The student or employee then can settle for a smaller payment than the industry would seek in a lawsuit. The association says it will continue sending out 400 letters a month to universities where illegal downloading occurs on the schools’ computer systems.
“We heard often from those who were caught in a lawsuit they wanted a way to settle earlier and wanted a way to avoid having anything part of a record in federal court,” said Steven Marks, the industry group’s general counsel.
The settlements would require the person to agree not to illegally download music in the future and pay an undisclosed amount that is “substantially less than people are paying now,” Marks said.
USC received an e-mail Wednesday from the the trade group about the notices but hasn’t received any yet, university counsel Kelly Bendell said.
In the past the industry would issue a subpoena to USC seeking to learn the name of the person corresponding with the numeric Internet address of a suspected downloader, Bendell said. The school would notify the student that it had received a subpoena, and alert the student that he or she could file a motion seeking to quash it. Otherwise, the school would disclose the person’s name.
Now, it appears that the industry wants the school to notify the student that it would like to negotiate a settlement before a suit is filed, Bendell said.
“I don’t know yet how we’ll handle that,” said Bendell. “Most likely, we would go ahead and notify the student. Obviously, we would not turn over their names without receiving a subpoena.”
Other universities getting the letters include Arizona State, Syracuse, Nebraska, Tennessee, Texas and Massachusetts.
The industry has sued about 1,000 college students since 2004, when the group began its crackdown on campuses.
Market research firm NPD Group found a 55% surge in the number of files being exchanged on Internet file-sharing networks over the last year. College-age music fans -- traditionally the most ardent -- are said to account for 39% of illicitly traded content.

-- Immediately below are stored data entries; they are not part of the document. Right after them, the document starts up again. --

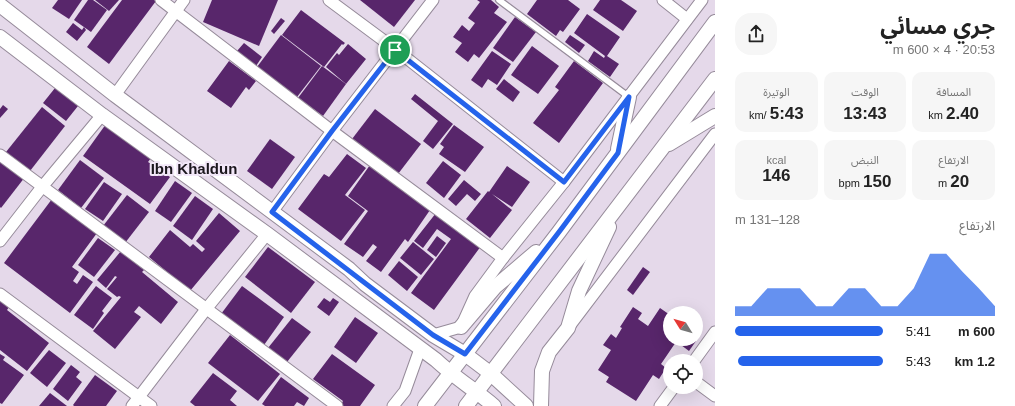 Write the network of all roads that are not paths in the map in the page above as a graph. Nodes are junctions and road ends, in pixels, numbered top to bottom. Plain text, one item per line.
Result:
1 (161, 0) edge
2 (184, 0) edge
3 (329, 0) edge
4 (432, 0) edge
5 (499, 0) edge
6 (663, 0) edge
7 (702, 0) edge
8 (0, 5) edge
9 (176, 11) junction
10 (688, 19) junction
11 (715, 22) edge
12 (0, 37) edge
13 (395, 50) junction
14 (715, 79) edge
15 (115, 95) junction
16 (629, 97) junction
17 (102, 115) junction
18 (715, 116) edge
19 (332, 131) junction
20 (715, 134) edge
21 (662, 148) junction
22 (618, 153) junction
23 (0, 155) edge
24 (564, 182) junction
25 (42, 187) junction
26 (622, 200) junction
27 (272, 212) junction
28 (559, 232) junction
29 (267, 234) junction
30 (0, 241) edge
31 (503, 258) junction
32 (0, 294) edge
33 (207, 308) junction
34 (461, 327) junction
35 (568, 328) junction
36 (715, 332) edge
37 (433, 335) junction
38 (420, 349) junction
39 (465, 354) junction
40 (699, 354) edge
41 (450, 373) junction
42 (490, 373) junction
43 (703, 387) edge
44 (476, 392) junction
45 (669, 394) edge
46 (715, 396) edge
47 (135, 402) edge
48 (151, 406) edge
49 (338, 406) edge
50 (393, 406) edge
51 (425, 406) edge
52 (466, 406) edge
53 (494, 406) edge
54 (526, 406) edge
55 (541, 406) edge
56 (660, 406) edge

1 - 9 street
2 - 9 street
3 - 13 street
4 - 13 street
5 - 16 lane
6 - 10 street
7 - 10 street
8 - 15 street
9 - 15 street
9 - 19 street
10 - 16 street
11 - 22 street
12 - 17 street
13 - 19 street
13 - 24 street
14 - 21 street
15 - 27 street
16 - 22 street
16 - 24 street
17 - 25 street
17 - 29 street
18 - 21 street
19 - 27 street
19 - 31 street
20 - 35 street
21 - 26 street
22 - 28 street
23 - 25 street
24 - 31 street
25 - 30 street
25 - 33 street
26 - 35 street
26 - 42 street
27 - 37 street
28 - 34 street
28 - 39 street
29 - 33 street
29 - 38 street
31 - 34 street
32 - 47 street
33 - 47 street
33 - 49 street
34 - 37 street
35 - 55 street
36 - 40 street
37 - 39 street
38 - 41 street
38 - 50 street
39 - 41 street
39 - 42 street
41 - 44 street
41 - 51 street
42 - 44 street
42 - 54 street
43 - 46 street
44 - 52 street
44 - 53 street
45 - 56 street
47 - 48 street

Music fans 18 to 25 years old are increasingly getting their music for free, either by borrowing a friend’s CD and importing the tracks or by downloading bootlegged songs from peer-to-peer networks, on which data is exchanged between computers, according to NPD.
Josh Bernoff, with Forrester Research, said that threatening a lawsuit wouldn’t solve the campus piracy problem.
“As long as every CD that ships is filled with unprotected music, there’s not much they can do about it,” he said.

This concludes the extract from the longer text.